From these questions, you will have a realistic idea of how much you’ll need for retirement. Don’t forget to figure in the sale of your current house if you’re going to move, too; that can help you afford the lovely home in the Bahamas you’re set on. Then figure that you’re going to need about $25 in savings and investment for every $1 per year you need to live. This ensures you can live mostly on interest without touching your principal. You should probably also assume that your savings are the only income you will have; we don’t know what’s going to happen in this day of pension fund reneging and changing Social Security.

Once you have your numbers straight, you need to take a look at how taxes will cut into them.
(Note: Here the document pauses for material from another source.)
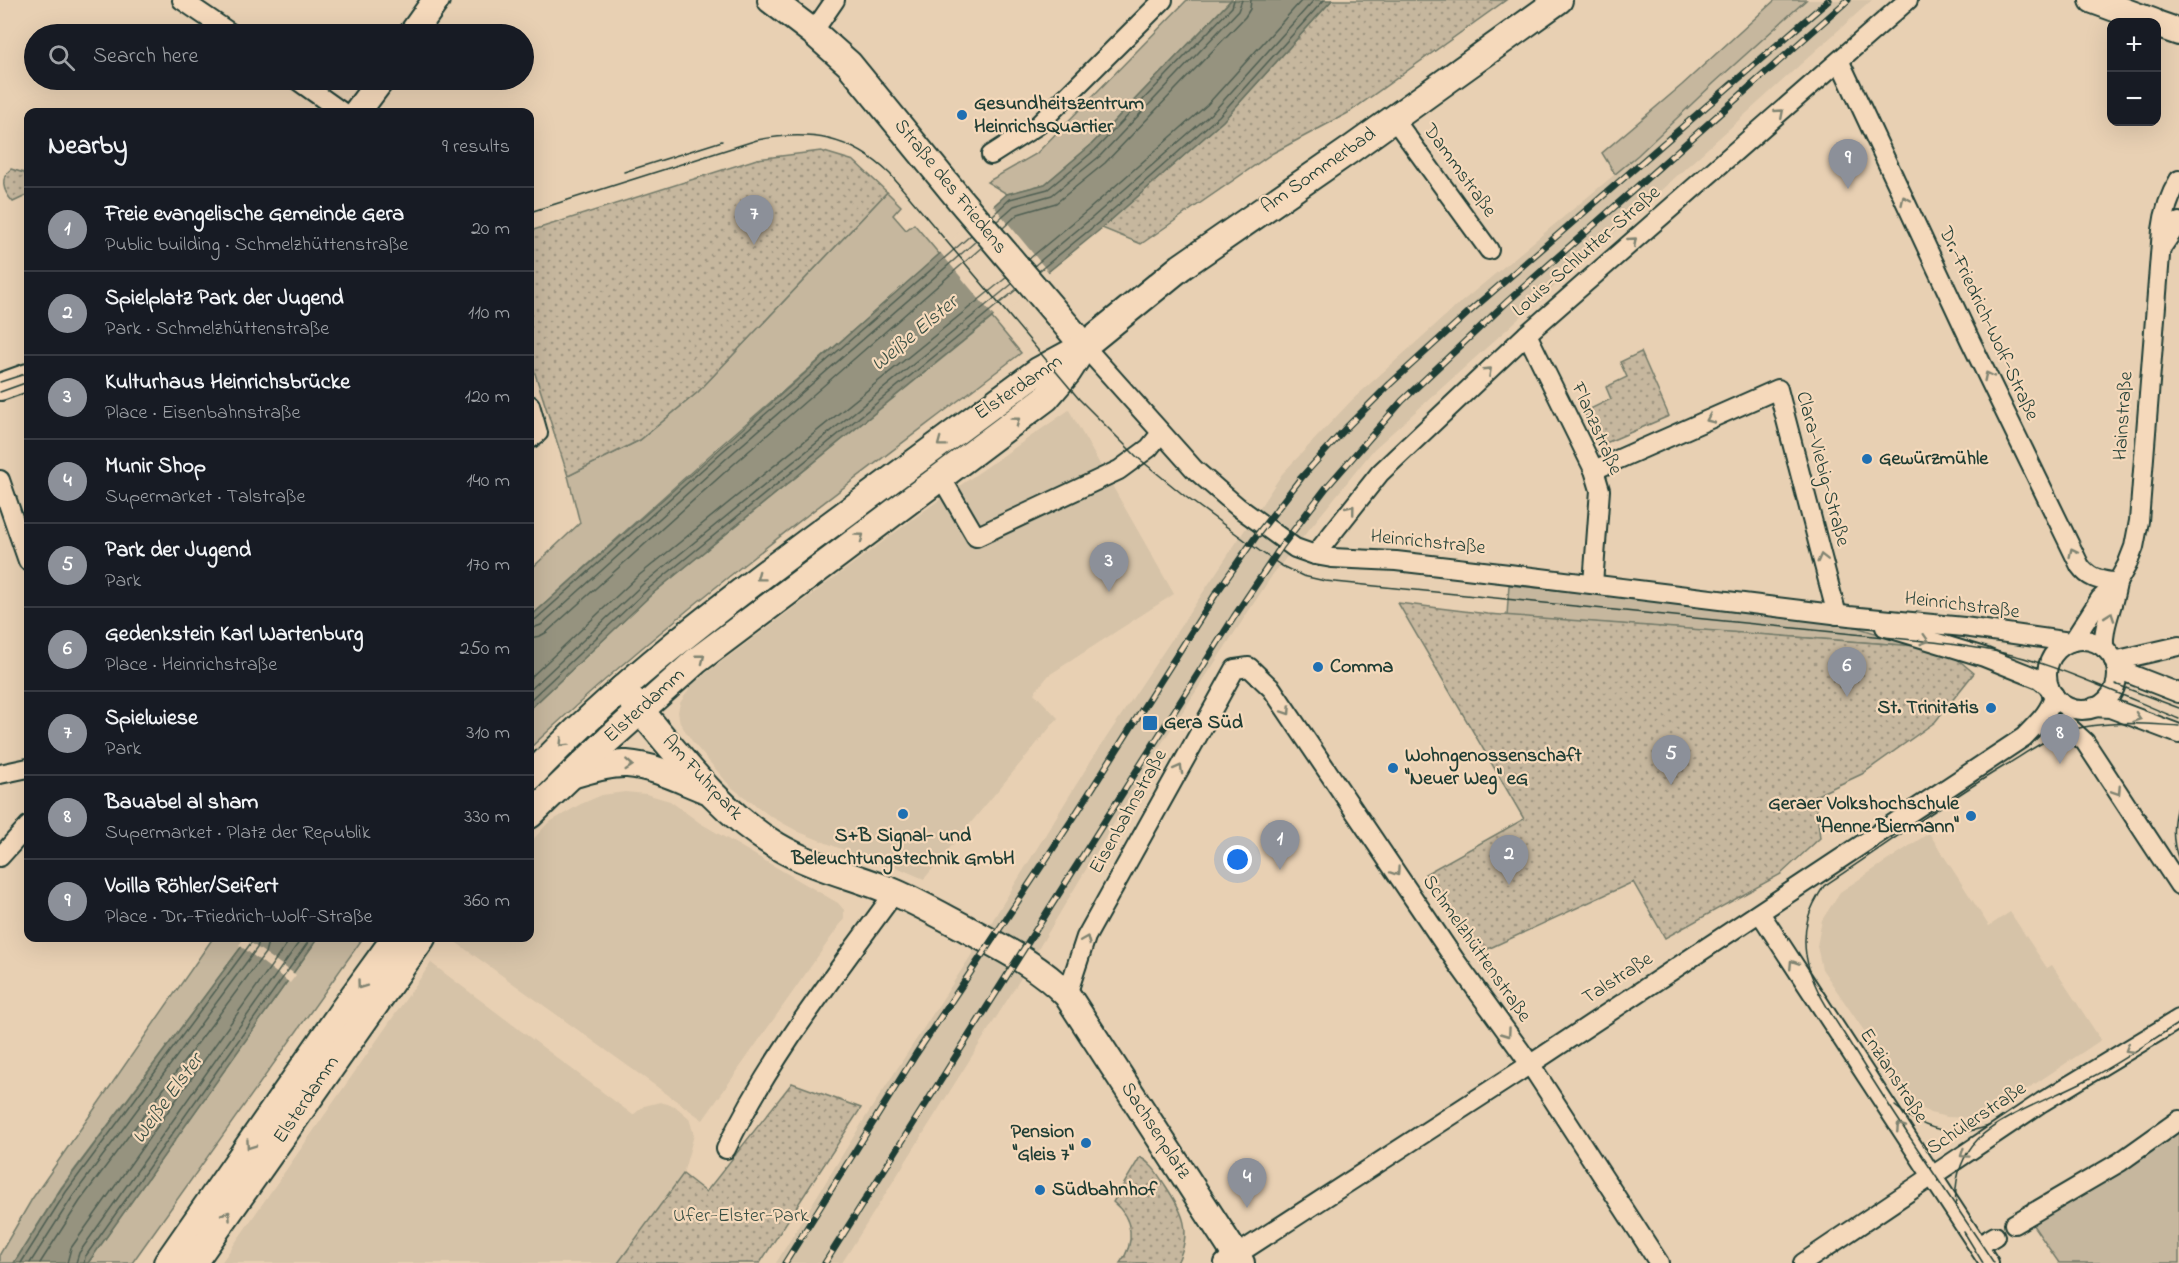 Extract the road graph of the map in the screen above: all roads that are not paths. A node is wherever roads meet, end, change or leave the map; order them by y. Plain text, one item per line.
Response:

Do you have a tax-deferred pension vehicle, a 401(k) or an IRA? These are great for keeping your income taxes lower, and for using money from deferred taxes to build up your compound interest, but eventually you will have to pay the piper in the form of Uncle Sam.

In the case of the 401(k) and the Traditional IRA, your earnings are not taxed until you retire and start drawing the money, so it would be better if you were in a lower tax bracket during retirement. With a Roth IRA, you pay taxes before you put the money into retirement, and all your earnings are taken out tax free. This is the strategy to use if you plan to be in a higher tax bracket when you retire.

The cut you take from taxes would be easy to figure into your whole retirement plan – except that the tax rate is not predictable. It may be higher or lower than today’s; you just don’t know. This is where you need to start betting (or making educated guesses!). Do you think taxes will be higher or lower when you retire. Chances are, if it’s going to be ten years or more, and you are acquire wealth during that time, they’ll be higher. There is very little chance they’ll be lower. So take your current tax bracket, add about 1/3 of its amount to it, and figure that into your retirement numbers as the amount you’re probably going to be taxed. It’s an additional expense, but you have to plan for it.

But why, you might ask, should I use the tax deferred dollars if I’m just going to have to pay them eventually plus capital gains? Because the tax money in your account is free interest-drawing capital. This means that your money grows faster and goes to work harder. And because if you’re using a 401(k), your employer is probably matching at least a portion of your investments. Once you reach the top of the employee matching bracket, you might want to consider investing in a Roth IRA, which have better tax structuring for you when you retire and which also defer taxes.